Egypt: Worker militancy shows pressing need for political voice

Egypt: Worker militancy shows pressing need for political voice

This strike wave has brought thousands of workers into defensive struggles, but in many circumstances workers have taken the offensive, striking for better pay and conditions. The last political period has been characterised in Egypt by a growing confidence and consciousness of the working class, a process which has coincided with the mainly intelligentsia-led, pro-democracy movement.


The strikes have involved tens of thousands of workers. In December 2006, 27,000 workers struck in Ghazl El-Mahalla – Egypt”s largest state-owned textile factory. In February, 21,000 textile workers in three factories in the Northern Delta region took industrial action.


Since December there have also been smaller, but also important, strikes in cement factories, poultry factories, the Cairo subway building works and, most recently, a successful three-day sit-in by 400 workers at the Suez Fertilisers company. Many of these have been caused by foreign companies buying, or preparing to buy, nationalised factories.


It has been estimated by the Egyptian newspaper al-Masri al-Yawm that around 226 sit-in strikes, work stoppages, hunger strikes and demonstrations have occurred during 2006.


In the spring, industrial action peaked with 56 industrial incidents happening in April alone. The workers in these workplaces, quickly realised that working for privatised industry will mean a reduction in conditions, especially safety, and a cut in wages.


The Egyptian working class has faced years of neo-liberal attacks as the Mubarak regime has tried to make Egypt more appealing to foreign investment by driving down wages and making workers conditions more “flexible”. With growing competition from markets in China, Brazil and India, Egyptian capitalism is falling behind, with the Egyptian working class footing the bill. This is with a background of extreme political and social repression, where vote rigging and arresting of opponents is common.


Political opposition of any kind, including striking and the formation of independent workers” organisations, is illegal.

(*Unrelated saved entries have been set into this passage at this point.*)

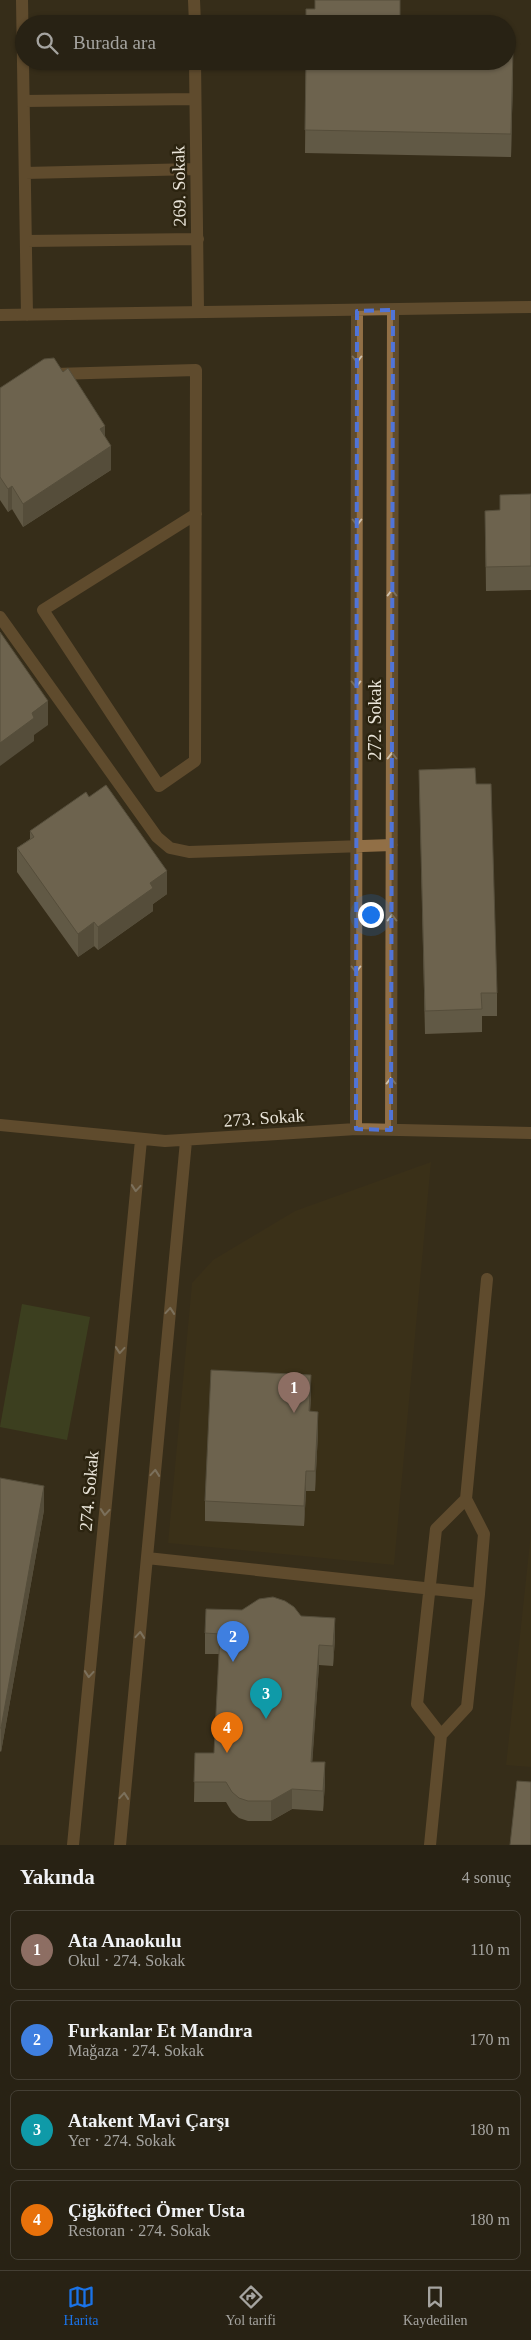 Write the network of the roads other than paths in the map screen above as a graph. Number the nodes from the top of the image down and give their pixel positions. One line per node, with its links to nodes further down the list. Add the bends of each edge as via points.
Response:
1 (22, 0): 3 (street)
2 (194, 0): 4 (street)
3 (23, 15)
4 (195, 15)
5 (24, 70): 8 (street)
6 (195, 70): 7 (street, 269. Sokak)
7 (195, 99): 8 (street); 9 (street, 269. Sokak)
8 (24, 101): 10 (street)
9 (196, 169): 10 (street); 11 (street, 269. Sokak)
10 (25, 173): 12 (street)
11 (198, 239): 12 (street); 16 (street, 269. Sokak)
12 (26, 242): 18 (street)
13 (531, 307): 15 (street)
14 (357, 310): 15 (street); 16 (street); 23 (street, 272. Sokak, one-way to 23)
15 (393, 310): 22 (street, 272. Sokak, one-way to 15)
16 (198, 311): 18 (street)
17 (0, 315): 18 (street)
18 (27, 315)
19 (39, 374): 20 (street, via 196,370)
20 (196, 514): 20 (street, via 195,761 160,786 43,610)
21 (0, 617): 23 (street, via 157,837 170,848 189,852)
22 (392, 845): 23 (street); 26 (street, 272. Sokak, one-way to 22)
23 (356, 846): 25 (street, 272. Sokak, one-way to 25)
24 (0, 1125): 28 (street, 273. Sokak)
25 (356, 1129): 26 (street, 273. Sokak); 29 (street, 273. Sokak)
26 (391, 1130): 27 (street, 273. Sokak)
27 (531, 1133)
28 (141, 1140): 29 (street, 273. Sokak); 36 (street, 274. Sokak, one-way to 36)
29 (186, 1141): 32 (street, one-way to 29)
30 (487, 1279): 31 (street)
31 (466, 1499): 33 (street, via 436,1530); 34 (street, via 484,1534)
32 (147, 1558): 33 (street); 37 (street, one-way to 32)
33 (430, 1588): 34 (street); 35 (street, via 417,1704)
34 (478, 1594): 35 (street, via 467,1707)
35 (441, 1734): 38 (street)
36 (73, 1845)
37 (120, 1845)
38 (430, 1845)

The Committee for a Workers International (CWI, the socialist international organisation to which the Socialist Party is affiliated) calls for the end to all the cuts in conditions, safety and pay. It also calls for the end of privatisation – which ultimately leaves workers at the mercy of multinational companies who put the acquisition of profit above the needs of the workers.


Role of working class



The Egyptian working class, along with Iranian workers, is the biggest in the Middle East and therefore, potentially, the most powerful group of people in the region. Egyptian workers have a long history of struggle and unlike other areas of the region, the most recent struggle has been separate from religious groups and sectarian divisions.


With most of the anti-neo-liberal and anti-imperialist movements in the Middle East being led by nationalist Islamist groups, it is important that Egyptian workers have entered into struggle independently. But, with the corrupt official trade unions in league with the ruling class, and with the religious organisations and middle class pro-democracy groups unable to take up the workers” demands, there is a crisis of working class leadership.

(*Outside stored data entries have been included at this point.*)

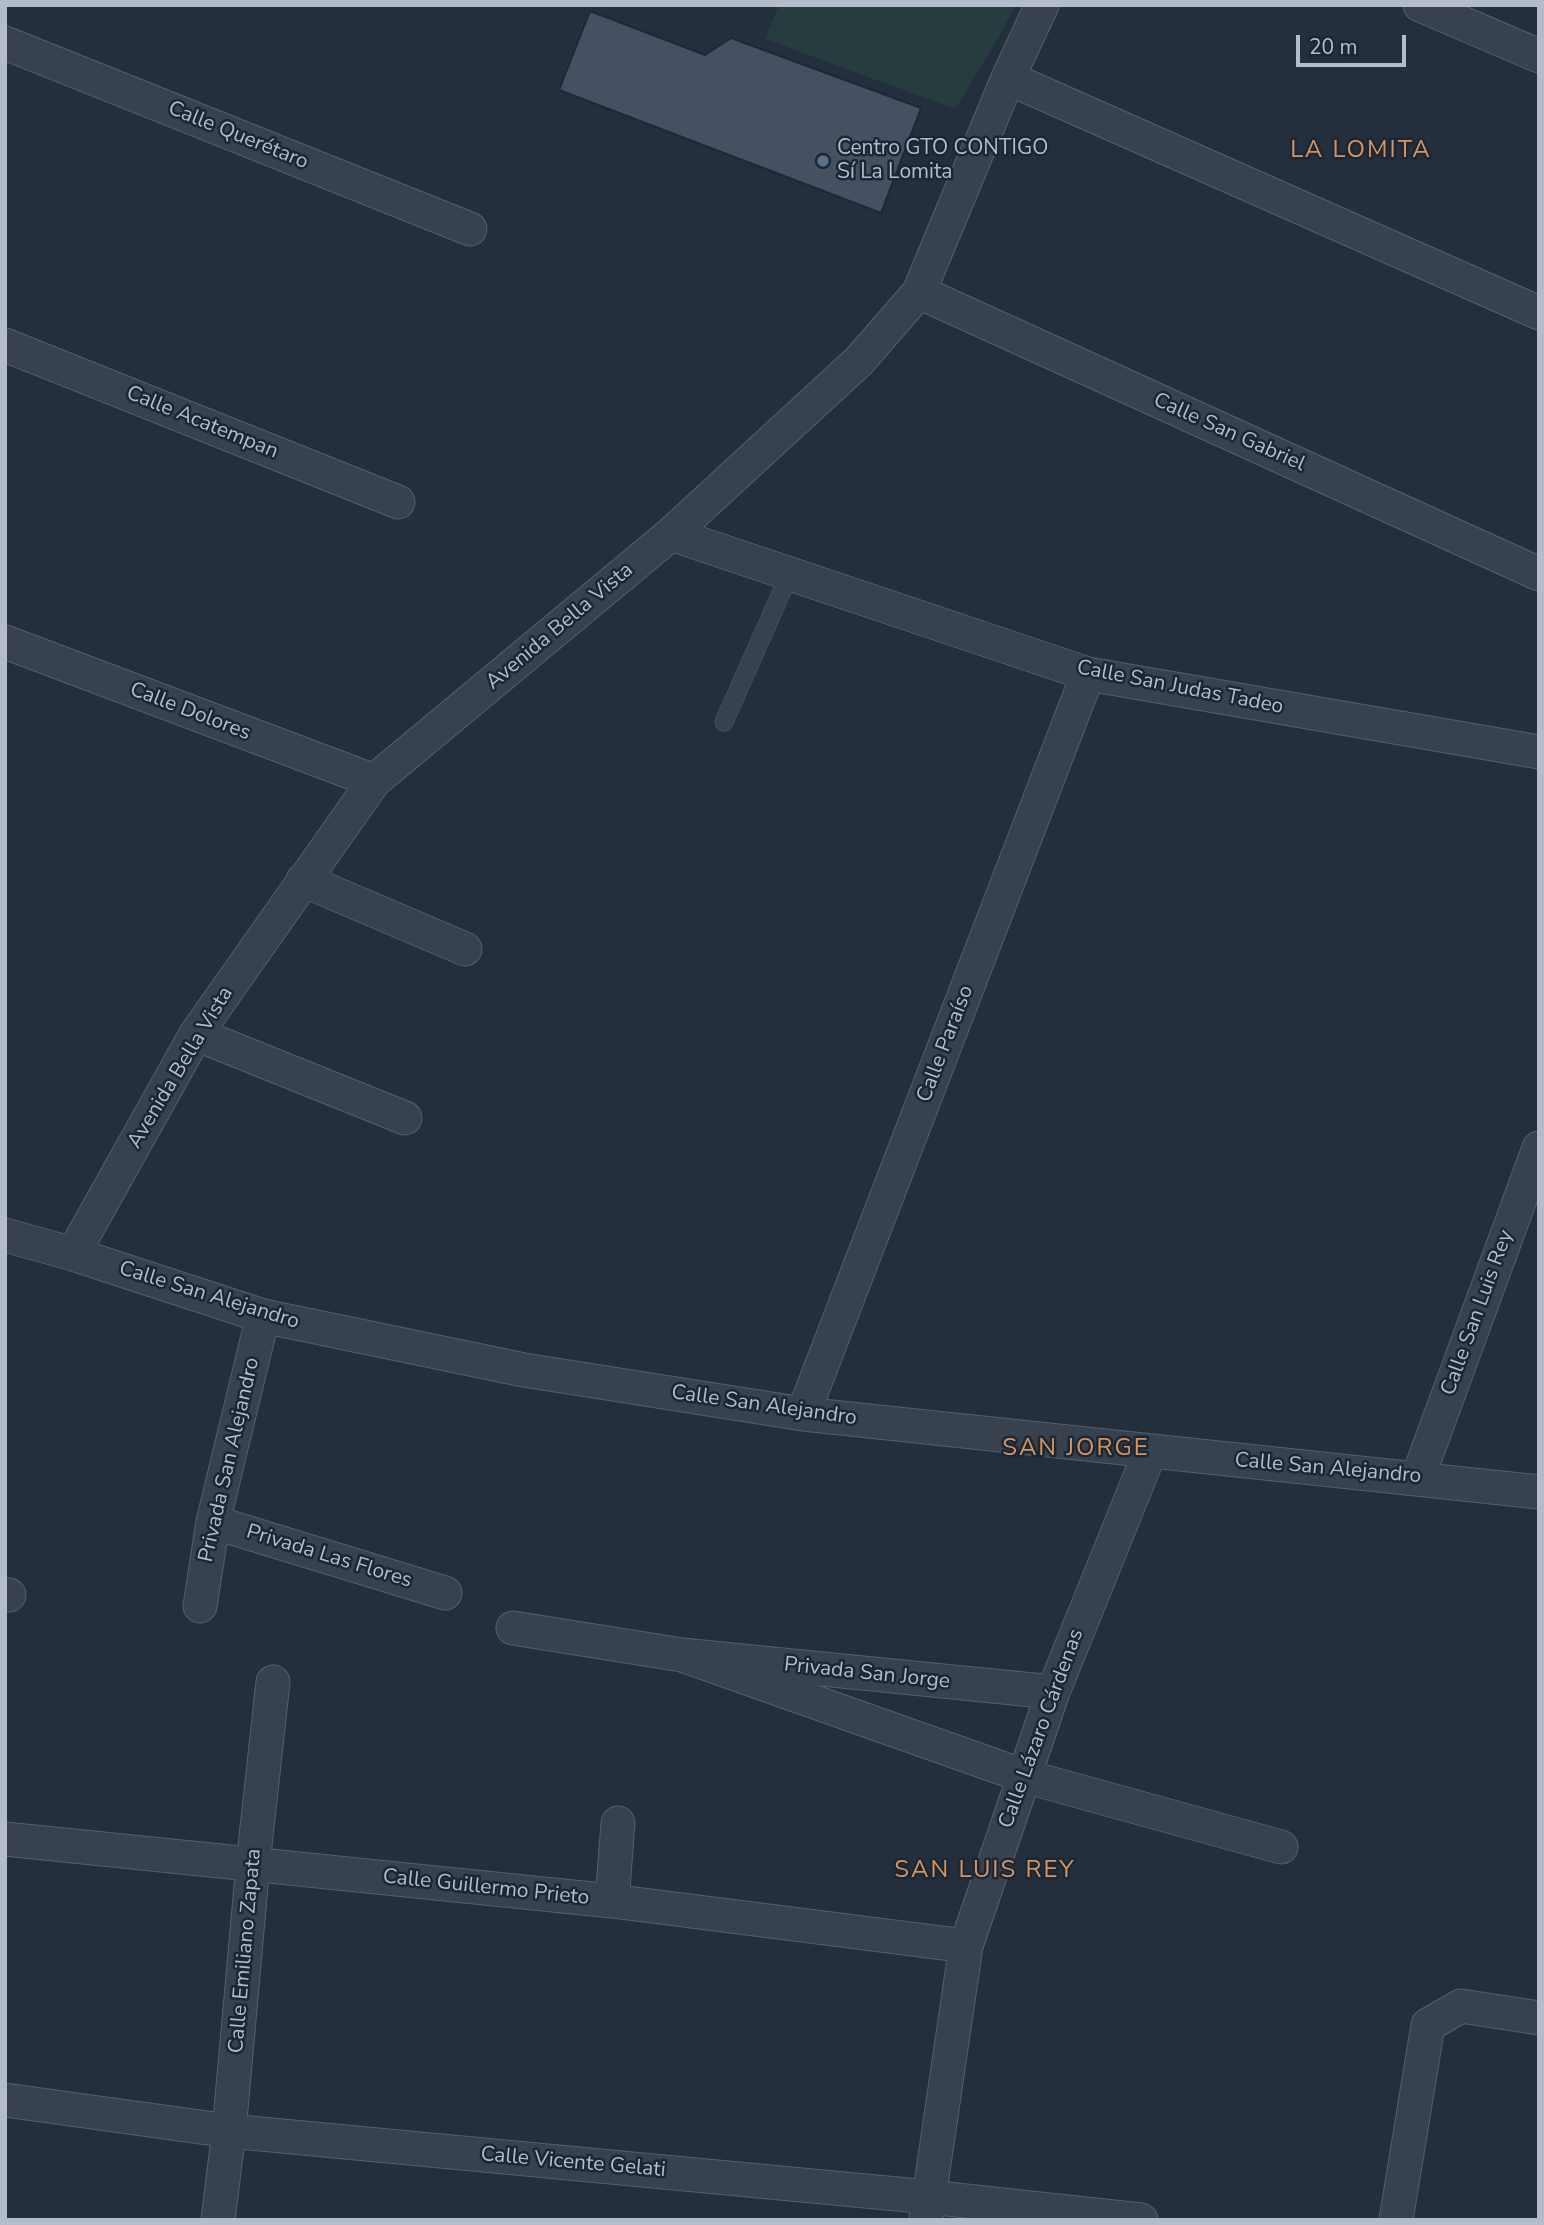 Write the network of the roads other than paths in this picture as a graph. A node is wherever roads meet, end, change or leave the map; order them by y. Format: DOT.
graph roads {
  1 [pos="1042,5"];
  2 [pos="1420,5"];
  3 [pos="5,43"];
  4 [pos="1539,56"];
  5 [pos="1008,78"];
  6 [pos="471,229"];
  7 [pos="919,292"];
  8 [pos="1539,313"];
  9 [pos="5,345"];
  10 [pos="398,502"];
  11 [pos="671,534"];
  12 [pos="790,573"];
  13 [pos="1539,574"];
  14 [pos="5,642"];
  15 [pos="1088,674"];
  16 [pos="724,722"];
  17 [pos="1539,752"];
  18 [pos="374,781"];
  19 [pos="303,880"];
  20 [pos="465,949"];
  21 [pos="196,1034"];
  22 [pos="405,1118"];
  23 [pos="1539,1148"];
  24 [pos="5,1235"];
  25 [pos="73,1254"];
  26 [pos="263,1316"];
  27 [pos="803,1414"];
  28 [pos="1150,1452"];
  29 [pos="1418,1477"];
  30 [pos="1539,1492"];
  31 [pos="213,1522"];
  32 [pos="444,1593"];
  33 [pos="200,1606"];
  34 [pos="513,1628"];
  35 [pos="682,1656"];
  36 [pos="273,1682"];
  37 [pos="1053,1692"];
  38 [pos="1024,1776"];
  39 [pos="618,1822"];
  40 [pos="5,1839"];
  41 [pos="1281,1847"];
  42 [pos="253,1864"];
  43 [pos="612,1901"];
  44 [pos="966,1946"];
  45 [pos="1539,2018"];
  46 [pos="5,2101"];
  47 [pos="229,2131"];
  48 [pos="927,2208"];
  49 [pos="218,2220"];
  50 [pos="1141,2220"];
  51 [pos="1396,2220"];
  1 -- 5 [label="street, Avenida Bella Vista"];
  2 -- 4 [label="street"];
  3 -- 6 [label="street, Calle Querétaro"];
  5 -- 7 [label="street, Avenida Bella Vista"];
  5 -- 8 [label="street"];
  7 -- 11 [label="street, Avenida Bella Vista"];
  7 -- 13 [label="street, Calle San Gabriel"];
  9 -- 10 [label="street, Calle Acatempan"];
  11 -- 12 [label="street, Calle San Judas Tadeo"];
  11 -- 18 [label="street, Avenida Bella Vista"];
  12 -- 15 [label="street, Calle San Judas Tadeo"];
  12 -- 16 [label="lane"];
  14 -- 18 [label="street, Calle Dolores"];
  15 -- 17 [label="street, Calle San Judas Tadeo"];
  15 -- 27 [label="street, Calle Paraíso"];
  18 -- 19 [label="street, Avenida Bella Vista"];
  19 -- 20 [label="street"];
  19 -- 21 [label="street, Avenida Bella Vista"];
  21 -- 22 [label="street"];
  21 -- 25 [label="street, Avenida Bella Vista"];
  23 -- 29 [label="street, Calle San Luis Rey"];
  24 -- 25 [label="street, Calle San Alejandro"];
  25 -- 26 [label="street, Calle San Alejandro"];
  26 -- 27 [label="street, Calle San Alejandro"];
  26 -- 31 [label="street, Privada San Alejandro"];
  27 -- 28 [label="street, Calle San Alejandro"];
  28 -- 29 [label="street, Calle San Alejandro"];
  28 -- 37 [label="street, Calle Lázaro Cárdenas"];
  29 -- 30 [label="street, Calle San Alejandro"];
  31 -- 32 [label="street, Privada Las Flores"];
  31 -- 33 [label="street, Privada San Alejandro"];
  34 -- 35 [label="street, Privada San Jorge"];
  35 -- 37 [label="street, Privada San Jorge"];
  35 -- 38 [label="street, Privada San Jorge"];
  36 -- 42 [label="street, Calle Emiliano Zapata"];
  37 -- 38 [label="street, Calle Lázaro Cárdenas"];
  38 -- 41 [label="street, Privada San Jorge"];
  38 -- 44 [label="street, Calle Lázaro Cárdenas"];
  39 -- 43 [label="street"];
  40 -- 42 [label="street, Calle Guillermo Prieto"];
  42 -- 43 [label="street, Calle Guillermo Prieto"];
  42 -- 47 [label="street, Calle Emiliano Zapata"];
  43 -- 44 [label="street, Calle Guillermo Prieto"];
  44 -- 48 [label="street, Calle Lázaro Cárdenas"];
  45 -- 51 [label="street"];
  46 -- 47 [label="street, Calle Vicente Gelati"];
  47 -- 48 [label="street, Calle Vicente Gelati"];
  47 -- 49 [label="street, Calle Emiliano Zapata"];
  48 -- 50 [label="street, Calle Vicente Gelati"];
}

The most obvious opposition organisation is the Muslim Brotherhood, one of the oldest and largest political Islamic groups in the Middle East. In the 2005 presidential elections, and despite being forbidden to stand, they managed to get 88 candidates elected as independents.


The elections for the upper house this year saw a decrease in the Muslim Brotherhood”s vote. However, this is probably due to vote rigging and mass disillusionment with the Mubarak regime and not a decline in their grassroots support.


The Muslim Brotherhood recruits followers from all classes. Although they have an anti-imperialist and pro-democratic reformist outlook, they do not hold the ideas or programme to organise working-class struggle.


In fact most of their leadership comes from the middle class, many being businessmen, small factory owners or shop keepers. These elements, taken from the more prosperous sections of society are obviously hostile to the idea of industrial action, leading to the Muslim Brotherhood giving very lukewarm support to the striking workers.


The Muslim Brotherhood have the support of many who want to see an end to US imperialism and the ravaging of Egypt for raw materials and goods by foreign, mostly US, companies. However, they are not based in the working class and have not organically grown through struggle like trade unions and workers parties have.


Perspectives



Despite the recent successes of industrial militancy and the current paralysis of the state, there is a possibility the strike wave could take a step back. These battles, could be picked off by the management and the state security apparatus. The lack of a national, principled, fighting leadership could also mean the movement may lose direction, leading to disillusionment.


However, a mass party of the working class could put forward a national, and even an international programme to combat neo-liberalism and offer an alternative to all the workers and the poor in Egypt.


A combined workers” movement of this kind could challenge the undemocratic regime of Mubarak and the vile privatisation policies of Egyptian capitalism.


The challenge for socialists in Egypt is to fight against neo-liberalism and imperialism on a working-class basis; linking the struggles in different factories and workplaces to the global situation; and putting forward the goal of creating a workers” and farmers” government that would implement a socialist programme of workers” control of the commanding heights of the economy and genuine workers” democracy.